Return every line from the records below in which the word "Onslow" is found.

=== Section Start ===

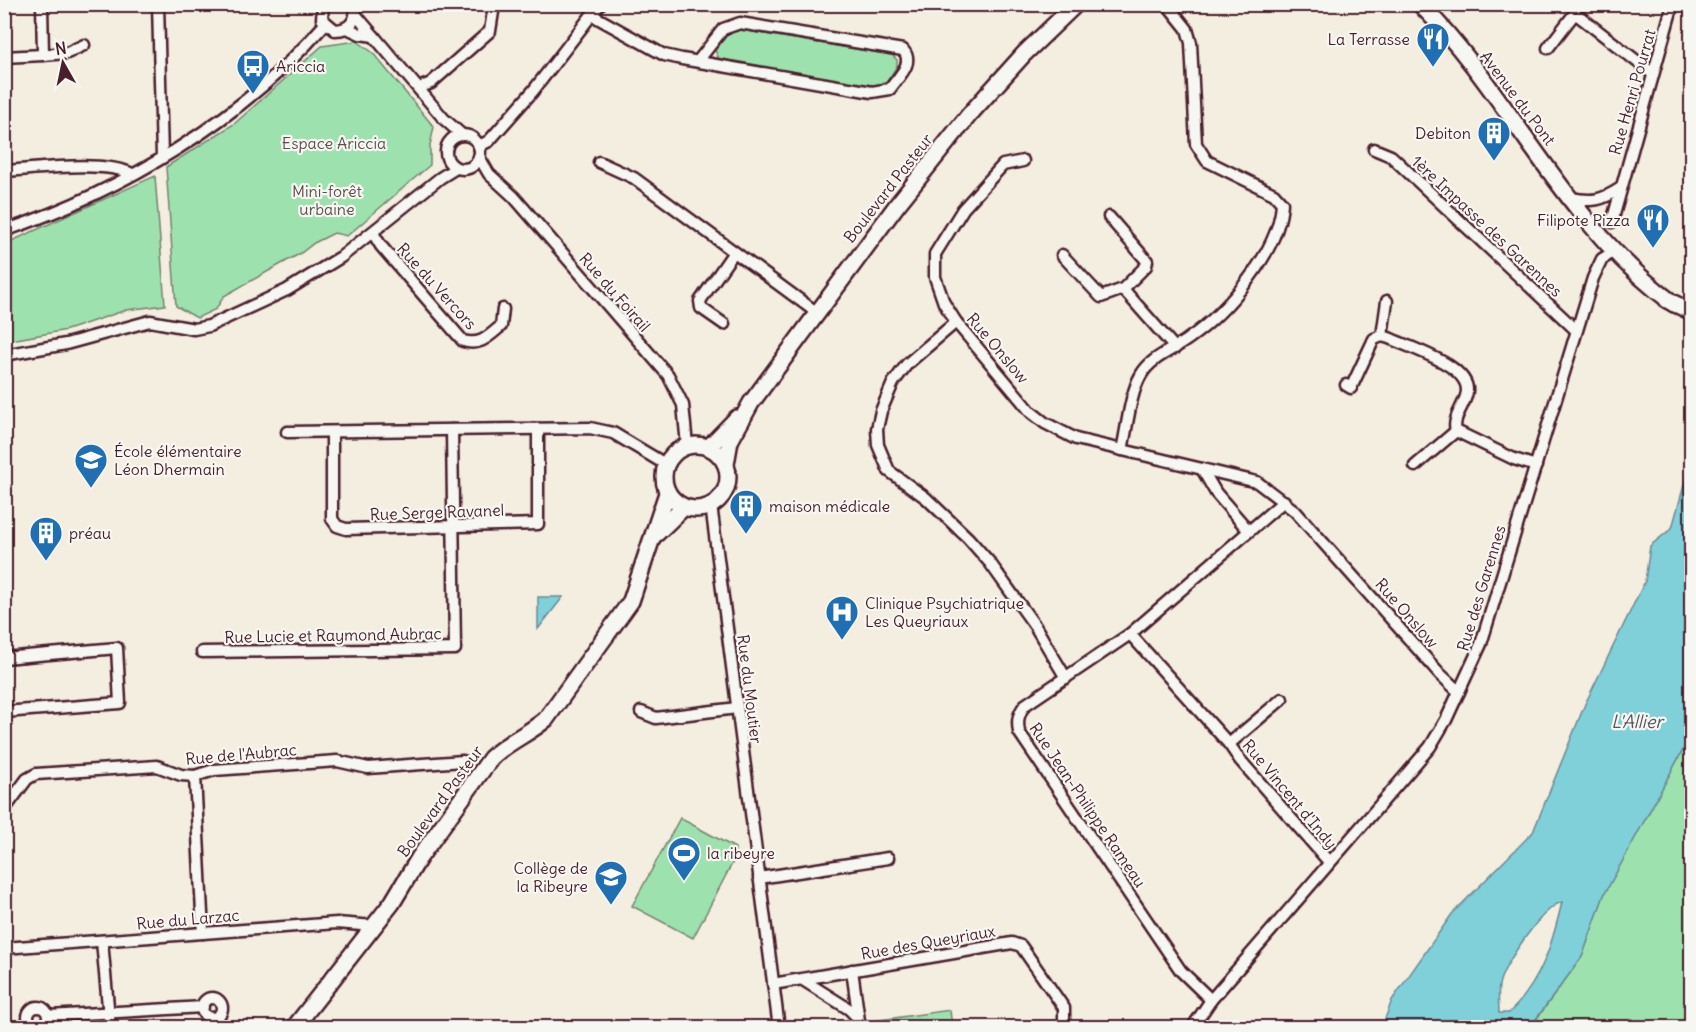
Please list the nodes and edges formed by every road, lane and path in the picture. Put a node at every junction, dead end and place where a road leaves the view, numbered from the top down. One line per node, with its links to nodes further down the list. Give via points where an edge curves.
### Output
1 (42, 4): 19 (street)
2 (158, 4): 29 (street)
3 (322, 4): 14 (street)
4 (600, 4): 13 (street)
5 (1167, 4): 57 (street, via 1187,29 1191,43 1196,144 1200,154 1274,194 1282,203 1281,217 1251,276 1190,338)
6 (1419, 4): 38 (main road, Avenue du Pont, via 1459,49)
7 (1565, 4): 12 (street)
8 (1673, 4): 22 (street, Rue Henri Pourrat)
9 (1076, 6): 51 (main road, Boulevard Pasteur, via 1024,54 969,115)
10 (355, 10): 15 (street); 16 (street)
11 (493, 12): 23 (street, via 490,31 431,83)
12 (1575, 13): 18 (street); 22 (street)
13 (592, 15): 21 (street, via 664,54); 28 (street, via 533,91)
14 (325, 24): 15 (street, via 335,30); 29 (street, via 253,95)
15 (346, 28): 16 (street)
16 (374, 36): 23 (street)
17 (84, 45): 19 (street, via 67,53)
18 (1548, 48)
19 (43, 56): 20 (street)
20 (4, 57)
21 (698, 61): 21 (street, via 723,29 740,23 903,50 908,55 908,63 890,89 872,92)
22 (1652, 73): 37 (street, Rue Henri Pourrat)
23 (419, 87): 24 (street)
24 (444, 119): 25 (street); 26 (street)
25 (462, 135): 26 (street); 28 (street, via 475,140)
26 (447, 145): 32 (street, via 446,156)
27 (1374, 149): 55 (street, 1ère Impasse des Garennes, via 1391,156)
28 (479, 151): 33 (street); 36 (street, Rue du Foirail)
29 (162, 157): 35 (street)
30 (1023, 161): 53 (street, Rue Onslow, via 1000,168 963,209 935,254 934,277)
31 (599, 162): 44 (street, via 634,178)
32 (456, 168): 33 (street); 43 (street)
33 (468, 168): 36 (street, Rue du Foirail)
34 (4, 171): 35 (street, via 100,167 120,168)
35 (132, 174): 42 (street, via 65,208)
36 (489, 174): 66 (street, Rue du Foirail, via 514,197 668,375 683,405)
37 (1621, 188): 38 (street, via 1604,199); 41 (street, Rue Henri Pourrat)
38 (1570, 198): 39 (main road, Avenue du Pont)
39 (1584, 216): 46 (main road, Avenue du Pont); 49 (main road, Avenue du Pont, via 1646,283)
40 (1109, 217): 47 (street, via 1147,261)
41 (1612, 222)
42 (4, 231)
43 (373, 233): 50 (street, Rue du Vercors, via 463,341 479,343 486,339 501,326); 58 (street, via 313,275 209,326 194,329 150,321)
44 (734, 252): 51 (street); 54 (street, via 700,301 701,308)
45 (1062, 255): 47 (street, via 1101,297)
46 (1607, 256): 49 (main road, Avenue du Pont); 55 (street, Rue des Garennes, via 1593,278)
47 (1123, 289): 57 (street)
48 (1387, 301): 56 (street)
49 (1674, 304): 52 (main road)
50 (503, 309)
51 (816, 312): 60 (main road, Boulevard Pasteur)
52 (1692, 312)
53 (956, 322): 68 (street, Rue Onslow, via 1031,412 1045,423 1076,439); 84 (street, via 907,364 892,383 881,411 878,445 889,471 926,498 990,563)
54 (723, 324)
55 (1576, 330): 72 (street, Rue des Garennes)
56 (1382, 336): 59 (street, via 1374,339 1352,388); 63 (street, via 1462,373 1468,386 1454,425)
57 (1175, 348): 68 (street, via 1140,375)
58 (4, 356)
59 (1346, 385)
60 (751, 403): 67 (main road, Boulevard Pasteur); 69 (main road, Boulevard Pasteur, via 730,441)
61 (538, 429): 62 (street); 70 (street, via 603,430); 78 (street, Rue Serge Ravanel, via 538,524)
62 (452, 430): 65 (street); 78 (street, Rue Lucie et Raymond Aubrac)
63 (1456, 431): 71 (street); 72 (street)
64 (287, 432): 65 (street)
65 (332, 432): 78 (street, Rue Serge Ravanel, via 333,519 337,525 346,529)
66 (687, 445): 67 (main road); 70 (main road, via 678,449)
67 (709, 447): 69 (main road)
68 (1122, 450): 73 (street, Rue Onslow)
69 (726, 464): 76 (main road, via 728,483)
70 (665, 465): 74 (main road, via 663,484)
71 (1415, 466)
72 (1536, 466): 85 (street, Rue des Garennes, via 1481,644)
73 (1202, 469): 75 (street, Rue Onslow, via 1257,482); 79 (street, via 1216,493)
74 (667, 493): 77 (main road); 80 (main road, Boulevard Pasteur)
75 (1284, 501): 79 (street); 85 (street, Rue Onslow)
76 (711, 505): 77 (main road, via 703,509); 87 (street, Rue du Moutier)
77 (684, 507): 80 (main road, Boulevard Pasteur)
78 (452, 525): 82 (street, Rue Lucie et Raymond Aubrac, via 455,649)
79 (1248, 531): 81 (street, Rue Jean-Philippe Rameau)
80 (651, 541): 97 (main road, Boulevard Pasteur, via 631,601 565,693 546,719 491,758)
81 (1130, 634): 84 (street, Rue Jean-Philippe Rameau); 90 (street, Rue Vincent d'Indy)
82 (202, 652)
83 (4, 658): 88 (street, via 117,648 120,703)
84 (1066, 678): 104 (street, Rue Jean-Philippe Rameau, via 1025,705 1017,723 1019,732 1181,971)
85 (1459, 692): 95 (street, Rue des Garennes, via 1430,747)
86 (1282, 699): 90 (street, Rue Vincent d'Indy)
87 (737, 708): 89 (street, via 656,718); 96 (street, Rue du Moutier)
88 (4, 712)
89 (641, 712)
90 (1229, 744): 95 (street, Rue Vincent d'Indy)
91 (463, 761): 92 (street, Rue de l'Aubrac, via 368,768 337,761 214,770)
92 (195, 776): 93 (street, Rue de l'Aubrac, via 157,766 36,774 27,779); 98 (street)
93 (4, 810)
94 (888, 858): 96 (street)
95 (1329, 862): 104 (street, Rue des Garennes)
96 (759, 878): 103 (street, Rue du Moutier)
97 (374, 926): 98 (street, Rue du Larzac, via 338,923); 110 (main road, Boulevard Pasteur)
98 (203, 933): 99 (street, Rue du Larzac)
99 (102, 941): 100 (street, Rue du Larzac); 106 (street)
100 (4, 948)
101 (852, 970): 102 (street, Rue des Queyriaux); 108 (street, Rue des Queyriaux); 112 (street, Rue des Queyriaux, via 1012,943 1021,946 1064,1008)
102 (803, 980): 103 (street, Rue des Queyriaux); 108 (street, Rue des Queyriaux, via 849,1010)
103 (773, 984): 111 (street, Rue du Moutier)
104 (1211, 1000): 113 (street, Rue des Garennes)
105 (203, 1007): 106 (street)
106 (109, 1012): 107 (street); 109 (street)
107 (49, 1016)
108 (859, 1023)
109 (110, 1028)
110 (294, 1028)
111 (779, 1028)
112 (1064, 1028)
113 (1192, 1028)

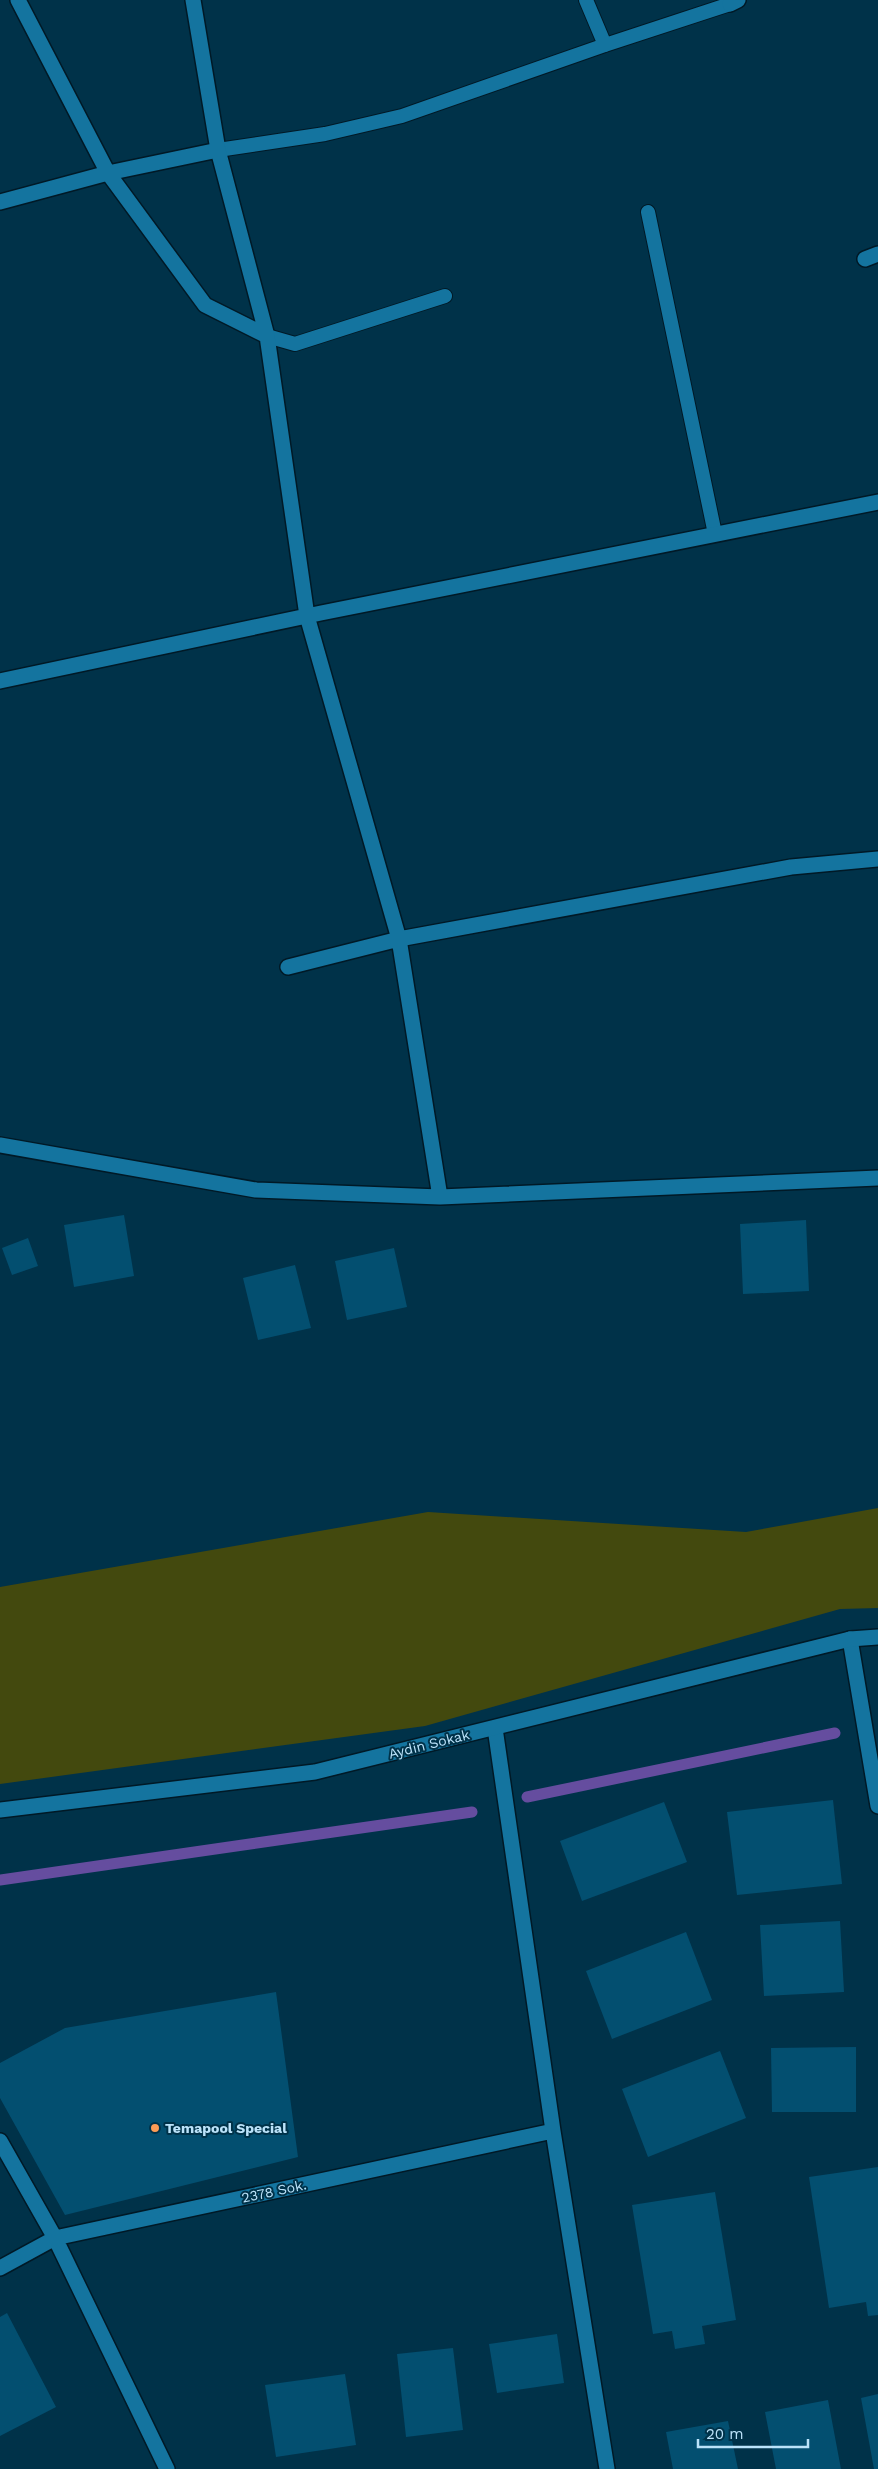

=== Section End ===

EXPECTED ANSWER:
30 (1023, 161): 53 (street, Rue Onslow, via 1000,168 963,209 935,254 934,277)
53 (956, 322): 68 (street, Rue Onslow, via 1031,412 1045,423 1076,439); 84 (street, via 907,364 892,383 881,411 878,445 889,471 926,498 990,563)
68 (1122, 450): 73 (street, Rue Onslow)
73 (1202, 469): 75 (street, Rue Onslow, via 1257,482); 79 (street, via 1216,493)
75 (1284, 501): 79 (street); 85 (street, Rue Onslow)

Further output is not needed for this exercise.